# Problema con sintonia en tv goldstar



## aquiles23 (Oct 9, 2005)

Hola, tengo un TV marca Goldstar el problema es el  siguiente:  solamente funciona canal 9 en los restos de los canales solo se ve imagen blanco no será que tengo que cambiar el sintonizador o amplificador de RF?

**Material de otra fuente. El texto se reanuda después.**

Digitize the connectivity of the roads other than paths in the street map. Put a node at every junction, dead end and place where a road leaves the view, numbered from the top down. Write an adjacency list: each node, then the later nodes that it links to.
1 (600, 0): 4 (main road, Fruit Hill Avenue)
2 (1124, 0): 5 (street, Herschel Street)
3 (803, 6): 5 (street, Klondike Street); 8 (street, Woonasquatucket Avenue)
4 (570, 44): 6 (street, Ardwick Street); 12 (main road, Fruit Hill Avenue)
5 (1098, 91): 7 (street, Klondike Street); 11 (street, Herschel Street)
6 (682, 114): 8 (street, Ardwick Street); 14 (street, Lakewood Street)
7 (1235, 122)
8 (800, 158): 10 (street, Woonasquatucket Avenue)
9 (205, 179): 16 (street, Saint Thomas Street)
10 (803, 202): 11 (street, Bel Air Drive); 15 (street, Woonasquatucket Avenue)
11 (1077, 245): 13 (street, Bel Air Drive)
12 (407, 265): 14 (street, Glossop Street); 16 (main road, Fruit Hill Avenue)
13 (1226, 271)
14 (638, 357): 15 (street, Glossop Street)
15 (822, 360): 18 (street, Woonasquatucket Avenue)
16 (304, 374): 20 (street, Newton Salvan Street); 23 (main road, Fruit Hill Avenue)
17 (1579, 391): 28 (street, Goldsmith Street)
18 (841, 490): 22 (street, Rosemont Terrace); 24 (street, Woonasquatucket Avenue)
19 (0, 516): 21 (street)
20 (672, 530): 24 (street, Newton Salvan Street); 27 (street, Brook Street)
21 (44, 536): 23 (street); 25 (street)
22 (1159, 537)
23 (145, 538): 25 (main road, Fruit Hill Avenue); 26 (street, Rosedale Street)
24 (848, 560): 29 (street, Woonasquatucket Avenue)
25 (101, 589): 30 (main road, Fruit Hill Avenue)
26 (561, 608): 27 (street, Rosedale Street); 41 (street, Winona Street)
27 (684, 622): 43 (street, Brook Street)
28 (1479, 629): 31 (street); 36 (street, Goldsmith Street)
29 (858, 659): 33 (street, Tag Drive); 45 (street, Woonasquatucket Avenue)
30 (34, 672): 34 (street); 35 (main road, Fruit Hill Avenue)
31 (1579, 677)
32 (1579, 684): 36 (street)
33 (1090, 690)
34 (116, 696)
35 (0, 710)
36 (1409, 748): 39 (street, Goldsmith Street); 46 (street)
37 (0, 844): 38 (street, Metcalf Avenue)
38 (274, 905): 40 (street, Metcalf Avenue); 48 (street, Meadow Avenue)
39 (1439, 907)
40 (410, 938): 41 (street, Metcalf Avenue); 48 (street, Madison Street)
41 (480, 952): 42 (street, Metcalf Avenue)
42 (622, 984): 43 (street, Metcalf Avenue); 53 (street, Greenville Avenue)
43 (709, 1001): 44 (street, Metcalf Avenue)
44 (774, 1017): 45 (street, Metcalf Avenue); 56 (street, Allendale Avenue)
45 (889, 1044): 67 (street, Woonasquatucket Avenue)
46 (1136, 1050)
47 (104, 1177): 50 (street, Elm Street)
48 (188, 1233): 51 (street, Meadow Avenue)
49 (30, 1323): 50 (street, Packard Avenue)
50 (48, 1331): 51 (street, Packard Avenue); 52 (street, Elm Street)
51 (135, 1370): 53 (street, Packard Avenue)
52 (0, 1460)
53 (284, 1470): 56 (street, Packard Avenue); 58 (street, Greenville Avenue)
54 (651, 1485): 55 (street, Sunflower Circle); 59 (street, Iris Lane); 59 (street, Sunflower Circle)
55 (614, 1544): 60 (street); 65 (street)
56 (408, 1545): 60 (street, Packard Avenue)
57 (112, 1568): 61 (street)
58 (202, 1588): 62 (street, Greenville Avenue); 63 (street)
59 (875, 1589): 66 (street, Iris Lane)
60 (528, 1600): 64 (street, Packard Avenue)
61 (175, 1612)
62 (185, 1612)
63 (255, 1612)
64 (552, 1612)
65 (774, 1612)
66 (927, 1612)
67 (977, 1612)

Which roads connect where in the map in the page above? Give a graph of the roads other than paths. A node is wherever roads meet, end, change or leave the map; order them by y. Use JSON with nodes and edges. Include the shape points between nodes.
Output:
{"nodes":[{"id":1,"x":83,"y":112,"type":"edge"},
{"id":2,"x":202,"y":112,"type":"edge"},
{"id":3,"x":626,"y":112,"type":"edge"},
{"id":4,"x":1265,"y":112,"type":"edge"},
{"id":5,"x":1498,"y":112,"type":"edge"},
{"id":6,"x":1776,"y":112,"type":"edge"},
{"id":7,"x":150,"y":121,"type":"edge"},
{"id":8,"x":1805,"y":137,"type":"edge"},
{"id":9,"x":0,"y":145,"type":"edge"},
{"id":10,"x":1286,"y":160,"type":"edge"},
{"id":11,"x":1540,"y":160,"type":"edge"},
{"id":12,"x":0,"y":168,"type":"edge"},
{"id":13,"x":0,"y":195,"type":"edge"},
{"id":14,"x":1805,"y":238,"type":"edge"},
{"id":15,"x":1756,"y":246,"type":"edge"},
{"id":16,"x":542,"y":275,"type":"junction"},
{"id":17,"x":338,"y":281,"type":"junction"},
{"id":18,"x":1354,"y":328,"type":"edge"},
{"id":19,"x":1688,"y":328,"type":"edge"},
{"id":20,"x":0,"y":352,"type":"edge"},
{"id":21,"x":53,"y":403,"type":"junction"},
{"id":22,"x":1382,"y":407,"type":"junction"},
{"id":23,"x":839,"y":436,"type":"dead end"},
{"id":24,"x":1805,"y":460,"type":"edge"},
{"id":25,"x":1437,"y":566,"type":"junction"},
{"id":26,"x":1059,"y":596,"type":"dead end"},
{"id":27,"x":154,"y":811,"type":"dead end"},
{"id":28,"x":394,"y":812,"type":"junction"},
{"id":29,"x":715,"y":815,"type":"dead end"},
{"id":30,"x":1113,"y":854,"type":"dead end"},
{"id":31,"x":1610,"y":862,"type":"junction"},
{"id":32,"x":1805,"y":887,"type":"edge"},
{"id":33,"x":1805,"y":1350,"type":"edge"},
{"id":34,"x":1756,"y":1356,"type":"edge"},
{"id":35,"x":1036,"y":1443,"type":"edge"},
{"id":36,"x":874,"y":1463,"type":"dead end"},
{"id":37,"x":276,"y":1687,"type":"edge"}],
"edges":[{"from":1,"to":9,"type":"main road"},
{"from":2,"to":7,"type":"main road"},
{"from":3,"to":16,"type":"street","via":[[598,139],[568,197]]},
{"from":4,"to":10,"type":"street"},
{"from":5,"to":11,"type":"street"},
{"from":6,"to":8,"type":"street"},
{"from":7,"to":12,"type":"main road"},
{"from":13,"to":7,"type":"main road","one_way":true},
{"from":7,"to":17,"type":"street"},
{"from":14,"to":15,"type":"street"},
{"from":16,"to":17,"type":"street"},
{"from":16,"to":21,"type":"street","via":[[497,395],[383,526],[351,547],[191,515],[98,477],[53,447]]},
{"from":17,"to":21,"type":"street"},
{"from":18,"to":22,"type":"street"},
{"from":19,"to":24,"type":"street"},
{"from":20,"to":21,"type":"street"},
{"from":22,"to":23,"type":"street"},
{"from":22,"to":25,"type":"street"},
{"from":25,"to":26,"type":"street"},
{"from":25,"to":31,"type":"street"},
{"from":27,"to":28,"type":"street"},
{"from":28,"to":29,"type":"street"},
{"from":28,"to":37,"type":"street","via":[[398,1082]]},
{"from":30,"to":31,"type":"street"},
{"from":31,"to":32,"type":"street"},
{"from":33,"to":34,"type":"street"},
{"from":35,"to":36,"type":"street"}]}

si alguien sabe por favor estaré esperando la respuesta y lo agradeceré mucho.

Chauuuuo.


----------



## Mavila (Oct 18, 2005)

Claro amigo partiendo del hecho que solo sintonizas un canal eso te da que las demas etapas de tu tv estan Ok, el problema esta en el sintonizador, solo cambialo, o si quieres que te lo diga de otra forma descártalo.


----------



## Leslie Bermúdez (Mar 12, 2006)

TENGO UN PROBLEMA CON MI TV, LO QUE PASA ES QUE AL ENCENDERLA SOLO SE MIRA LA MITAD DE LA PANTALLA(EN FORMA HORIZONTAL), Y AL CABO DE UNOS MINUTOS SE AMPLIA A 3/4 DE PANTALLA, QUISIERA SABER SI ME PUEDEN AYUDAR, PARA SABER QUE LE PASA Y COMO REPARARLA.


----------



## tecnigroup (Mar 19, 2006)

verifica voltaje de +b o los filtros que estan cerca del flyback pueden estar secos


----------